Dealing with loss is sometimes difficult, especially when it involves someone close. My own parents are dead, and so are most of my uncles and aunts, only one remains on both sides of the family. However the loss of some people is more difficult to accept than others. I watched my own parents grow old and when they passed the affect was minimal. I don’t wish to sound cold, but I knew them both as health active adults, and it was hard to see them fade away and slowly lose their grip on life. A few years ago a close aunt passed away, this, I noted, had a far greater impact on me than my own parents. It took some time but I realized that this aunt represented a reference point in my life, a lighthouse by which I could navigate.
The loss of my close friend ‘the cat’ has once more brought home to me the feelings of loss. That it cuts deep into my heart and leaves me in a quiet place or reflection. The empty food bowl, the greetings I got when I arrived home, the cat quietly sitting on my lap, purring, and demanding food.
There is more change happening in my life also, the wheel of life is turning, some doors are closing, while others are opening up. Acceptance is the key so I am advised. Acceptance that life is a wheel that turns, change is inevitable, so why do we cling on to old stuff, habits, and beliefs, even the ones that do not work. I know that I resist change. I like things to remain the same. I call it security by familiarity. I like the new stuff, new family members, and new movies. Yet when it comes to loss it is still difficult to accept and I resist it.
Several months ago, I willingly embarked on a completely new way of living. One that excites me, it also at the same time terrifies me. There is personal risk involved when change is brought about in big movements. So why, when I want it so much, does it scare me so. When change happens it also includes loss, we step into the unknown from the familiar to the unfamiliar. There have even been days when the very thought that change may result in the loss of the one I love, prevents me from making the very change that enables me to love her more. How is that for resistance? I could go through life resisting all the good things through fear of losing them and envy those who do.  

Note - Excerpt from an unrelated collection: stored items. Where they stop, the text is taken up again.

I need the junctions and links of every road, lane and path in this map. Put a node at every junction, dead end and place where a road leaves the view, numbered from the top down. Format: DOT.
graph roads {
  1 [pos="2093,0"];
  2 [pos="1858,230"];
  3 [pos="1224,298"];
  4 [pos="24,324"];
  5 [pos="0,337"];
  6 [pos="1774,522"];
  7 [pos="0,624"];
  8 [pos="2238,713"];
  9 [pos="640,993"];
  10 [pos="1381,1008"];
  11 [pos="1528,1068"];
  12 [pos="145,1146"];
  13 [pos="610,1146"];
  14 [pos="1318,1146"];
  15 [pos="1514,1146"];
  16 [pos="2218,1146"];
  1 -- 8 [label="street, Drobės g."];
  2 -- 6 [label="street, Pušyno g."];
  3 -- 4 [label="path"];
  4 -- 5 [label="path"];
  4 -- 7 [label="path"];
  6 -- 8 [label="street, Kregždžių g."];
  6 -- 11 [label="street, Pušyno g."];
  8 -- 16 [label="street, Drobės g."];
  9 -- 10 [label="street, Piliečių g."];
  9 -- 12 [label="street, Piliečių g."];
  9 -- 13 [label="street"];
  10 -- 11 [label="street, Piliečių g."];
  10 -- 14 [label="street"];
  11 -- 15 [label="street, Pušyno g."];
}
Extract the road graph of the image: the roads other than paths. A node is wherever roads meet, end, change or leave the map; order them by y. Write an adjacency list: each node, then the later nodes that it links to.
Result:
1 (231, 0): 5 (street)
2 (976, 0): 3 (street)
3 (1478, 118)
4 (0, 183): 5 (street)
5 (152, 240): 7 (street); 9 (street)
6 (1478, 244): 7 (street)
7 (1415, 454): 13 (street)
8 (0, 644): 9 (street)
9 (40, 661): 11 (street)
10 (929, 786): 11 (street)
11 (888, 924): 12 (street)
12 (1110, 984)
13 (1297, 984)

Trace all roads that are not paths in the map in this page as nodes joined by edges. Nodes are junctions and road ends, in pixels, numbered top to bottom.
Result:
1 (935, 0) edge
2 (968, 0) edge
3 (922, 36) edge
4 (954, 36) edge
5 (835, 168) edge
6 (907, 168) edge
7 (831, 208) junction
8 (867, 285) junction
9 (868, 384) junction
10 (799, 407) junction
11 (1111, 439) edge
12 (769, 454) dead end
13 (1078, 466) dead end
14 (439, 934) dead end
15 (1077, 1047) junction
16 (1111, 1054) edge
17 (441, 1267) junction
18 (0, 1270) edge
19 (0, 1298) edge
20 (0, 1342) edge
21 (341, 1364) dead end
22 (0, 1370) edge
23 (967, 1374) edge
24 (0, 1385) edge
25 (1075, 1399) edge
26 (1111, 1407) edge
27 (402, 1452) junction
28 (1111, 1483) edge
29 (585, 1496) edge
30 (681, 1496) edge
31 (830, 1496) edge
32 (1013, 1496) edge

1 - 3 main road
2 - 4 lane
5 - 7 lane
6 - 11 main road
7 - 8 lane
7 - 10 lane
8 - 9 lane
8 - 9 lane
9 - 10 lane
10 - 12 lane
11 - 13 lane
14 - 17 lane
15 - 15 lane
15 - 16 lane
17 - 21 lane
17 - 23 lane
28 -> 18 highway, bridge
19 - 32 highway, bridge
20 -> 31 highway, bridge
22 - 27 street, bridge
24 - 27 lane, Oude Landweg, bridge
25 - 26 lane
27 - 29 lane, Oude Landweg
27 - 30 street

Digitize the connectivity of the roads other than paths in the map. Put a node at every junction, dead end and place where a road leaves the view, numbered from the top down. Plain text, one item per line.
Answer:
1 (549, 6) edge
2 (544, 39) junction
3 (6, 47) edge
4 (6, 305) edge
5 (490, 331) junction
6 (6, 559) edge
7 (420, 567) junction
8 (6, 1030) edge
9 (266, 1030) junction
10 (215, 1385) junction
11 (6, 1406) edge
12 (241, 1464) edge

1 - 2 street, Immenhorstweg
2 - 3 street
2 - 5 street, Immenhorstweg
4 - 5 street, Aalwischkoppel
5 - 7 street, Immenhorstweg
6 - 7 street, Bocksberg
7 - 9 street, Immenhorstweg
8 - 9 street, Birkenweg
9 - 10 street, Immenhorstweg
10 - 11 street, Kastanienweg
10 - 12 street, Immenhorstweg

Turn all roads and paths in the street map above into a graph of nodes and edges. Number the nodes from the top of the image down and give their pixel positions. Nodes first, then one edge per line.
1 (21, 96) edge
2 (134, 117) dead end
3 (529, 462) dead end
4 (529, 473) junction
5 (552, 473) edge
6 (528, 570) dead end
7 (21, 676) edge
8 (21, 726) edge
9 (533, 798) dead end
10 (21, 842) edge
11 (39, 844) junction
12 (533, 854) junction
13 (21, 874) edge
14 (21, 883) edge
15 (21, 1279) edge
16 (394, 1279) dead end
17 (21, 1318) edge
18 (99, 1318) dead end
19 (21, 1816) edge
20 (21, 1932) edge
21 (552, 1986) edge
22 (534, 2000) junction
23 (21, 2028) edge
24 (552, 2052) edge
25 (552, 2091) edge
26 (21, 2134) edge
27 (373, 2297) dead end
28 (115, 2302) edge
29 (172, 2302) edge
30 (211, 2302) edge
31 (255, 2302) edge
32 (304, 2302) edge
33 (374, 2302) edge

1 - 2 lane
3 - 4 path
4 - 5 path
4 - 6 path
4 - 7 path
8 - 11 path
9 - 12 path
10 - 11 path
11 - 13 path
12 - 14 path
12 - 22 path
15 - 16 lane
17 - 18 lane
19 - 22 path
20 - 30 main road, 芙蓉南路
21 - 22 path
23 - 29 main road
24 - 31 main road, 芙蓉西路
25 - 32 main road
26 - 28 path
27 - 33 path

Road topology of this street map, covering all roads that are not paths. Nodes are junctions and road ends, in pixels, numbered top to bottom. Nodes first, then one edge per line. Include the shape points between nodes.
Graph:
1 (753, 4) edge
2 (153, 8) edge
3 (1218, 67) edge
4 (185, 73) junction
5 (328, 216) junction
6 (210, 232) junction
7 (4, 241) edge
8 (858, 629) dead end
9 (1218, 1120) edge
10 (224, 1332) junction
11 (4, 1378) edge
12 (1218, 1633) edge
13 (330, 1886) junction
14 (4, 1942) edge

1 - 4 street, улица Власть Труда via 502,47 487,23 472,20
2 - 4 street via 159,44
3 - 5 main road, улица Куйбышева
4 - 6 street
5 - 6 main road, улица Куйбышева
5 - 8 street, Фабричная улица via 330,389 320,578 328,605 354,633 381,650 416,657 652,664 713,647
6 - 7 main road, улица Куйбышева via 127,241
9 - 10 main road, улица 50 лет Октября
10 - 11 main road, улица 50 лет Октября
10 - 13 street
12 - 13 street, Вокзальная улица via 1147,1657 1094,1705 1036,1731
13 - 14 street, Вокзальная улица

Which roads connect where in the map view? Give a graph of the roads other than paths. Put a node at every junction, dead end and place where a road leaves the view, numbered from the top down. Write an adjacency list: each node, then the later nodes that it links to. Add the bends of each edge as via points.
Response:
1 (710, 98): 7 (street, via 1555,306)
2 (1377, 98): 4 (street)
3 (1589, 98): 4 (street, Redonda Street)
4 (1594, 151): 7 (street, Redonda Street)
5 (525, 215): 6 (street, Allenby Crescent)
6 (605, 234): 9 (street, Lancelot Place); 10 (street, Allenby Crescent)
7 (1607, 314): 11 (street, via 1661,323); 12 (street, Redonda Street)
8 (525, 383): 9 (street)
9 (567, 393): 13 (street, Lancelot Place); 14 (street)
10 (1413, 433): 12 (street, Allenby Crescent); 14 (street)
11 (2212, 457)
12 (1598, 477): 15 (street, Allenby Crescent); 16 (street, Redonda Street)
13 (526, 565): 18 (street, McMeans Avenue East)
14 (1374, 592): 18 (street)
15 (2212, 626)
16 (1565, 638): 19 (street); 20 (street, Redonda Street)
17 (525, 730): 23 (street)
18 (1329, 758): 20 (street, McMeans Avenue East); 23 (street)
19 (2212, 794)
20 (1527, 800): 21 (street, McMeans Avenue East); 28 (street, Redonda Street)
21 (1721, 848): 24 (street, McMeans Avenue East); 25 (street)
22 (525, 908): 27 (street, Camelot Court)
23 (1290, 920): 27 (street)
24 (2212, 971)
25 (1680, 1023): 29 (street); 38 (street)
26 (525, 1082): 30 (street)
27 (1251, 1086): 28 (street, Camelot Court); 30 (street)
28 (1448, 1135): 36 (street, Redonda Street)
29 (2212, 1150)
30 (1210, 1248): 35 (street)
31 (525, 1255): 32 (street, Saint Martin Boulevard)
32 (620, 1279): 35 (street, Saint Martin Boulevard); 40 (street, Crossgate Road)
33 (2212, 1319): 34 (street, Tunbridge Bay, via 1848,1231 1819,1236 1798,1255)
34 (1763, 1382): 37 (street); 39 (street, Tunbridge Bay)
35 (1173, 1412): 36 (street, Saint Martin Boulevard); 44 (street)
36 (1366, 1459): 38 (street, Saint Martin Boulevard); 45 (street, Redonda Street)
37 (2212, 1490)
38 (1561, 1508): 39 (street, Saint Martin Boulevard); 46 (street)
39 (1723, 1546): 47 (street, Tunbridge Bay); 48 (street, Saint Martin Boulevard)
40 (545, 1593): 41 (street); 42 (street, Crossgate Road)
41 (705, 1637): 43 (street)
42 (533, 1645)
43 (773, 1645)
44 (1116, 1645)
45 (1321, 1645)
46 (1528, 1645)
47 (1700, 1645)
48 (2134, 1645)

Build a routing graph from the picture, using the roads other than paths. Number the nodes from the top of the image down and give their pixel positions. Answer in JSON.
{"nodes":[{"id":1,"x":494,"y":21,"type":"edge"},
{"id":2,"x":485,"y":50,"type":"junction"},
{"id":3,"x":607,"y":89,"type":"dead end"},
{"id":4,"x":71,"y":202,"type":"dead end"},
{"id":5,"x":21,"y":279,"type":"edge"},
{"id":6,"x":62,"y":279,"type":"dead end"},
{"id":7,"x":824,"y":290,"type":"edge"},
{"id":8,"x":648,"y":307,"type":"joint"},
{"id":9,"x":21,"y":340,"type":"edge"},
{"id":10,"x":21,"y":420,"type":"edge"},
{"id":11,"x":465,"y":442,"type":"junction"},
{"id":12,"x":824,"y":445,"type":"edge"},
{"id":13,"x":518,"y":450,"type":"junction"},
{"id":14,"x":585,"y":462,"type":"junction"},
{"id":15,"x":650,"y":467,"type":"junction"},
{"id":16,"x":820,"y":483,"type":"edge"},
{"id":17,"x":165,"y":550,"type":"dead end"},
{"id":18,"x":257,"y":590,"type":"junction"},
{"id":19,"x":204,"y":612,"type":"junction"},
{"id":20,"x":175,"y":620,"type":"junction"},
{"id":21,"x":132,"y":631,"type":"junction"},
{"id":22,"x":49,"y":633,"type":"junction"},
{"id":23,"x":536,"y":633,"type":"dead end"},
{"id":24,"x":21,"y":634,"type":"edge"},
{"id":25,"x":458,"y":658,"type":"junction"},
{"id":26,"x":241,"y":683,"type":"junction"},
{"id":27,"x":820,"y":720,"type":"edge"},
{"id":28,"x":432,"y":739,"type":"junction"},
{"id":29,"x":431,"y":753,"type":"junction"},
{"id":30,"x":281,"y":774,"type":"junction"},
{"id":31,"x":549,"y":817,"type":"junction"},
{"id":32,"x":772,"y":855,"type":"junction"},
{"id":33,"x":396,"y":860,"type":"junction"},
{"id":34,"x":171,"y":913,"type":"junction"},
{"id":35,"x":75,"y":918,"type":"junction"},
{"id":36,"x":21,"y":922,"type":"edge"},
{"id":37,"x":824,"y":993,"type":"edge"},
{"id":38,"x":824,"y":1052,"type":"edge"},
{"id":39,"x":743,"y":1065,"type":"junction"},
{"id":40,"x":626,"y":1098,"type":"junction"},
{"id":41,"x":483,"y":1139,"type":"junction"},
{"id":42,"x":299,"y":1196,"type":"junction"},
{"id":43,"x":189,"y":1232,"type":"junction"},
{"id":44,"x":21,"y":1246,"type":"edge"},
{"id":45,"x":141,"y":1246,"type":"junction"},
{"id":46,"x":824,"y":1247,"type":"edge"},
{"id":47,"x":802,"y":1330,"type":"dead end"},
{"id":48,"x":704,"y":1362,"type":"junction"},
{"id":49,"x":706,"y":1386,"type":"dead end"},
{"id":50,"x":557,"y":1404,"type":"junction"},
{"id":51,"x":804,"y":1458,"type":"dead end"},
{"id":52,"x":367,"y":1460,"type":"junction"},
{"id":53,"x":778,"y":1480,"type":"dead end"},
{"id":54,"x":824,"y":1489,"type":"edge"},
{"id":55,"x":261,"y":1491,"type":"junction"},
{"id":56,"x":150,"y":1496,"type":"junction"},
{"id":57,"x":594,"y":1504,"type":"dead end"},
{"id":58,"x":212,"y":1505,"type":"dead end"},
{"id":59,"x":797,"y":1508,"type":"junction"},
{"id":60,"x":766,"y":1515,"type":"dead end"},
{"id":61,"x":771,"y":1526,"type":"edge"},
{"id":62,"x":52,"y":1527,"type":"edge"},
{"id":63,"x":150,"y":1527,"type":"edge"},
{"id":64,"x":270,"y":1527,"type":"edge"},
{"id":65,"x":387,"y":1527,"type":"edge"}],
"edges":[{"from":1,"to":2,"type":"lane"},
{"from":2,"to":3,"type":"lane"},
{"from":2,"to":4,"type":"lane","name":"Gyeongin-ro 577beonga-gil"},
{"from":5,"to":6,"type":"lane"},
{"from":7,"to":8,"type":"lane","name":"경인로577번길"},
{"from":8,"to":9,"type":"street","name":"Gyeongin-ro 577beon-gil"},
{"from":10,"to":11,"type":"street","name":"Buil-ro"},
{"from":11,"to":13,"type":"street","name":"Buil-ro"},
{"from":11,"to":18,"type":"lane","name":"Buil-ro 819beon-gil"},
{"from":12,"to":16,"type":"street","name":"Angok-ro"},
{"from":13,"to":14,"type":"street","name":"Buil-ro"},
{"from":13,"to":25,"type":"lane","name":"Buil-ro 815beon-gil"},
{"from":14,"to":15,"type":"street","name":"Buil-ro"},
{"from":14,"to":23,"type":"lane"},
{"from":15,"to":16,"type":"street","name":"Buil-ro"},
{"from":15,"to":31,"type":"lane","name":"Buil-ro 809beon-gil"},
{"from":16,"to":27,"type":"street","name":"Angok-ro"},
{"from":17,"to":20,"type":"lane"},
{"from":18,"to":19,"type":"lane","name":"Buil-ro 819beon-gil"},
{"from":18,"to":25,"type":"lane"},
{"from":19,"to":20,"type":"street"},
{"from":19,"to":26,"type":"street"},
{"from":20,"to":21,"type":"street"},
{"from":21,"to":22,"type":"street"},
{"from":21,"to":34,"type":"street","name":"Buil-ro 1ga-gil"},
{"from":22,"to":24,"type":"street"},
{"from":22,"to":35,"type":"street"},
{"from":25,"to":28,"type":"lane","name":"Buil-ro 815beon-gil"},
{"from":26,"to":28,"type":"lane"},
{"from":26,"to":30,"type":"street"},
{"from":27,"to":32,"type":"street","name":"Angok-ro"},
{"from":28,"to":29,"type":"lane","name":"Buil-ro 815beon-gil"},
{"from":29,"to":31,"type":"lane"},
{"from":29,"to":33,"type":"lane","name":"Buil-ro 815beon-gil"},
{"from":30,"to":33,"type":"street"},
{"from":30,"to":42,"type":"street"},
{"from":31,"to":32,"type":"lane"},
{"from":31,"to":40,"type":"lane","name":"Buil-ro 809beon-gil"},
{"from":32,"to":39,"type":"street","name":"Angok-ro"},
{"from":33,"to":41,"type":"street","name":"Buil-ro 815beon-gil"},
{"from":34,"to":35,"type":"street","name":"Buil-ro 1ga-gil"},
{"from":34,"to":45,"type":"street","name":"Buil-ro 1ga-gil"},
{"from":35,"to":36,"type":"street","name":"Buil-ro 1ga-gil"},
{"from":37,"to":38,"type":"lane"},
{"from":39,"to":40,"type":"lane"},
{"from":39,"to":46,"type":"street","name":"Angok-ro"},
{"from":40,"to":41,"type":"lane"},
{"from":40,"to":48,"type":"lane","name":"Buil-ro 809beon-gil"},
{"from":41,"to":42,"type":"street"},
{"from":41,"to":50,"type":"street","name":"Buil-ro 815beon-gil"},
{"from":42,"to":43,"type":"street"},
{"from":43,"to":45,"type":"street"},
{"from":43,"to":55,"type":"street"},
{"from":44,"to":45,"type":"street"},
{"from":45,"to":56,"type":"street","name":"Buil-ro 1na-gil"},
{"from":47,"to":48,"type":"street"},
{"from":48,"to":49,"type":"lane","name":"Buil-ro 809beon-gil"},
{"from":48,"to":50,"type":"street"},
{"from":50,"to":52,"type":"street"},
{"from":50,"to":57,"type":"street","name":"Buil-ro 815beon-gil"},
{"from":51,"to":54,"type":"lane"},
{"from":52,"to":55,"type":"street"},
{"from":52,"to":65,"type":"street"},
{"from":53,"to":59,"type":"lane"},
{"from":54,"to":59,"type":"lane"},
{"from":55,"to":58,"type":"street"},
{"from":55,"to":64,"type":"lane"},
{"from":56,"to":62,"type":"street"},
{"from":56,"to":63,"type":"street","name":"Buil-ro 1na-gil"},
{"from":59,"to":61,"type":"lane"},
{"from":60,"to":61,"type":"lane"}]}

The other day, a mentor of mine asked me to think on Envy. Well I immediately went away thinking how the heck can I do that with any great success? Well as it turns out, now I can see that fear of loss and envy, are two sides of the same coin. I have lived most of my life holding on to what I have and at the same time envy those who have what I desire. In other words, I cannot have what I want when I fear losing what I have. Progress or Growth can only occur by passing from one door to the next, and yes we risk losing everything we have in doing so but cannot grow unless we do.
When all said and done, and the account book of my life is brought before my maker, the only thing I take with me is what I have learned and the sum total of my thoughts and deeds. Am I to meet my maker and confess that I did nothing through fear of loss and that I spent all my life in envy of others and did not honor my own self. Ouch.
What defines me is not what I own, or even who I have loved. I am defined by the love I have in my heart and the use of the gifts given to me by my maker. I am not defined by my memory, only that I am the sum total of my thoughts and deeds.


To my old friend, the cat, thank you for being my faithful friend for 18 years, and for teaching me the meaning of loss and envy. Through his passing, I have been taught that fear of loss and envy are just two sides of the same coin. Because I cannot envy those who have what I have no fear of losing. That loss is a natural part of growth, if I fear loss I cannot grow.